Fonte oficial da Rubis também critica também a forma como todo o processo em torno da criação de um preço solidário para a botija de gás foi conduzido pelo governo. “Entendemos que deveria ter havido diálogo com toda a indústria em torno deste tema”. Francisco Albuquerque, presidente da Associação Nacional de Revendedores de Combustíveis, também não concorda com “a forma como o governo quer transferir para as autarquias a responsabilidade da distribuição e venda” das botijas. Já a Deco diz que “a forma como será implementado levanta muitas dúvidas”.

Em resposta a essas críticas, o comunicado do governo revela que esta revisão servirá para clarificar “as obrigações dos intervenientes neste projeto-piloto – municípios e operadores –, aproveitando também para criar a garantia de que as condições oferecidas pelos operadores de mercado de GPL que vigorarem durante o projeto-piloto da tarifa solidária de GPL se manterão mesmo após o término do mesmo, de forma a não defraudar as expectativas dos consumidores vulneráveis”.
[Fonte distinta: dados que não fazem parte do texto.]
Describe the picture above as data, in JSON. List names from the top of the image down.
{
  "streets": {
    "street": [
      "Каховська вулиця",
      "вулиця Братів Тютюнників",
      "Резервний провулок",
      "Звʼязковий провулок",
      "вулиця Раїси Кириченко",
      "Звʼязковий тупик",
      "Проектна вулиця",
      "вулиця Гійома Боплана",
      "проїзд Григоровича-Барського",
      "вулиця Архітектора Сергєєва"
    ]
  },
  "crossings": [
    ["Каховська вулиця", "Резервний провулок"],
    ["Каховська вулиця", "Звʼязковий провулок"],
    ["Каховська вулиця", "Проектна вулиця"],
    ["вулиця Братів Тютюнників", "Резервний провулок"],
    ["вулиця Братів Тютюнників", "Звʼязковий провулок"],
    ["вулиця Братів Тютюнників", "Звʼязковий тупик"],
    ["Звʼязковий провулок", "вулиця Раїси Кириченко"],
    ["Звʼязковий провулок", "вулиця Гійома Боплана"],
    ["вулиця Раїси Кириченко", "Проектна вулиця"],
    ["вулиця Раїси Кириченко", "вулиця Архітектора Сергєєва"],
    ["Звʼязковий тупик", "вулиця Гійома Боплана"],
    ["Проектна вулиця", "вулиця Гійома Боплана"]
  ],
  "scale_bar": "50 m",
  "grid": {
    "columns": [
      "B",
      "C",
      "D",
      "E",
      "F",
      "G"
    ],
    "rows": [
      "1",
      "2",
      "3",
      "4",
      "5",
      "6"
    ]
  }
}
Na semana passada, a presidente da Entidade Reguladora dos Serviços Energéticos (ERSE), Maria Cristina Portugal, indicou também o início de 2019 como a nova data para o arranque do projeto-piloto. O Dinheiro Vivo apurou que o regulador está a levar a cabo um estudo sobre esta tarifa social para o gás engarrafado, encomendado pelo governo, que ainda não está pronto. “Estamos a avaliar e vamos ter novidades agora no início de 2019. São competências recentes da ERSE, no gás engarrafado. Estamos em período de ajustamento mas esperamos no início de 2019 já ter expressões a serem dadas”, disse a presidente da ERSE.

Galp, Cepsa, Repsol e Rubis são as quatro empresas que já confirmaram ao Dinheiro Vivo que estão interessadas em participar no projeto, estando agora a aguardar que a DGEG as informe sobre os próximos passos. Tudo começou em 2017 com a Cepsa, que avançou com uma proposta de criação de um modelo equivalente ao da tarifa social para o gás de garrafa, um projeto que entretanto foi alargado a outros operadores. Em causa, reconhece o governo, estão os “preços excessivamente altos quando comparados com Espanha”.

De acordo com a portaria original, caberia às autarquias a responsabilidade de definir um espaço próprio e exclusivo para a venda da garrafa solidária apenas aos beneficiários da mesma, para evitar fraudes. Fonte conhecedora do processo explicou ao Dinheiro Vivo que a botija solidária será vendida, em cada região, por uma única empresa comercializadora de gás escolhida em concurso público para o efeito. São elegíveis as pessoas singulares em situação de carência socioeconómica ou os beneficiários da tarifa social de fornecimento de energia elétrica. Cada beneficiário terá direito, no máximo, a duas garrafas de gás por mês. Nas famílias com mais de quatro pessoas o limite sobe para três botijas.